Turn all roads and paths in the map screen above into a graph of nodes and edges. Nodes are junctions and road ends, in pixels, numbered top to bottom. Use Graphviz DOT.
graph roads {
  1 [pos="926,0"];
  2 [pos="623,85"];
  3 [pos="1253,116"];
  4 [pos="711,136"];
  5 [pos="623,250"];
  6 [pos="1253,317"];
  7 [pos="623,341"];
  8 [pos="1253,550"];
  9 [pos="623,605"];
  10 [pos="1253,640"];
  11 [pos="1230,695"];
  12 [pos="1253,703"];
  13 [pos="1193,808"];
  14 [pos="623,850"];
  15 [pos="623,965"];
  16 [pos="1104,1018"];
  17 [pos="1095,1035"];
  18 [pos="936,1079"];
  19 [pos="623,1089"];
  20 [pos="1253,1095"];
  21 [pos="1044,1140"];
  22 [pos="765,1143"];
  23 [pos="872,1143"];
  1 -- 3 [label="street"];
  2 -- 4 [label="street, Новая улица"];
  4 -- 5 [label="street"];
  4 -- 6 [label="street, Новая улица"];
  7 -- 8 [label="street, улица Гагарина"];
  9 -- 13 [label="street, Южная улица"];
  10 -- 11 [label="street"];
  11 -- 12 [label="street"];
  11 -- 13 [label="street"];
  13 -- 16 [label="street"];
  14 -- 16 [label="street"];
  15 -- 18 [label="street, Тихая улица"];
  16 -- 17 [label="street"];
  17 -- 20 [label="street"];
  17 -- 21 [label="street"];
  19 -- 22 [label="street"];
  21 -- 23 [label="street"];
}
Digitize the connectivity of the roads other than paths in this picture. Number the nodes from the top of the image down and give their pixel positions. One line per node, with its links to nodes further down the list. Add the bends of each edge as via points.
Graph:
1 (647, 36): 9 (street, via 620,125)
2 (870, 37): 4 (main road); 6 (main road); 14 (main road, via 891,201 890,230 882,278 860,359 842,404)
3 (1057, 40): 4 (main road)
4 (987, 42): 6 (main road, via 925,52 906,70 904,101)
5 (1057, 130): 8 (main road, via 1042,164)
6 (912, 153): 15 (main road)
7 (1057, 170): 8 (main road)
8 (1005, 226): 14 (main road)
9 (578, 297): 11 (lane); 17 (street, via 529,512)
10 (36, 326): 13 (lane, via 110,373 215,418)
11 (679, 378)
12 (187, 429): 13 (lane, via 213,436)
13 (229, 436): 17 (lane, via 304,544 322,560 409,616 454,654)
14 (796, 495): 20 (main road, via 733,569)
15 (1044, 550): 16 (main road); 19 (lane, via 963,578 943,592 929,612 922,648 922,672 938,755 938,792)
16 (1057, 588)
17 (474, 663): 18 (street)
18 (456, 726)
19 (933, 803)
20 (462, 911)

---------------

▶ _Requirement_: Output the listing in full. Leave every line unchanged.

▶ _Answer space_:
Turn all roads and paths in the map screen above into a graph of nodes and edges. Nodes are junctions and road ends, in pixels, numbered top to bottom. Use Graphviz DOT.
graph roads {
  1 [pos="926,0"];
  2 [pos="623,85"];
  3 [pos="1253,116"];
  4 [pos="711,136"];
  5 [pos="623,250"];
  6 [pos="1253,317"];
  7 [pos="623,341"];
  8 [pos="1253,550"];
  9 [pos="623,605"];
  10 [pos="1253,640"];
  11 [pos="1230,695"];
  12 [pos="1253,703"];
  13 [pos="1193,808"];
  14 [pos="623,850"];
  15 [pos="623,965"];
  16 [pos="1104,1018"];
  17 [pos="1095,1035"];
  18 [pos="936,1079"];
  19 [pos="623,1089"];
  20 [pos="1253,1095"];
  21 [pos="1044,1140"];
  22 [pos="765,1143"];
  23 [pos="872,1143"];
  1 -- 3 [label="street"];
  2 -- 4 [label="street, Новая улица"];
  4 -- 5 [label="street"];
  4 -- 6 [label="street, Новая улица"];
  7 -- 8 [label="street, улица Гагарина"];
  9 -- 13 [label="street, Южная улица"];
  10 -- 11 [label="street"];
  11 -- 12 [label="street"];
  11 -- 13 [label="street"];
  13 -- 16 [label="street"];
  14 -- 16 [label="street"];
  15 -- 18 [label="street, Тихая улица"];
  16 -- 17 [label="street"];
  17 -- 20 [label="street"];
  17 -- 21 [label="street"];
  19 -- 22 [label="street"];
  21 -- 23 [label="street"];
}
Digitize the connectivity of the roads other than paths in this picture. Number the nodes from the top of the image down and give their pixel positions. One line per node, with its links to nodes further down the list. Add the bends of each edge as via points.
Graph:
1 (647, 36): 9 (street, via 620,125)
2 (870, 37): 4 (main road); 6 (main road); 14 (main road, via 891,201 890,230 882,278 860,359 842,404)
3 (1057, 40): 4 (main road)
4 (987, 42): 6 (main road, via 925,52 906,70 904,101)
5 (1057, 130): 8 (main road, via 1042,164)
6 (912, 153): 15 (main road)
7 (1057, 170): 8 (main road)
8 (1005, 226): 14 (main road)
9 (578, 297): 11 (lane); 17 (street, via 529,512)
10 (36, 326): 13 (lane, via 110,373 215,418)
11 (679, 378)
12 (187, 429): 13 (lane, via 213,436)
13 (229, 436): 17 (lane, via 304,544 322,560 409,616 454,654)
14 (796, 495): 20 (main road, via 733,569)
15 (1044, 550): 16 (main road); 19 (lane, via 963,578 943,592 929,612 922,648 922,672 938,755 938,792)
16 (1057, 588)
17 (474, 663): 18 (street)
18 (456, 726)
19 (933, 803)
20 (462, 911)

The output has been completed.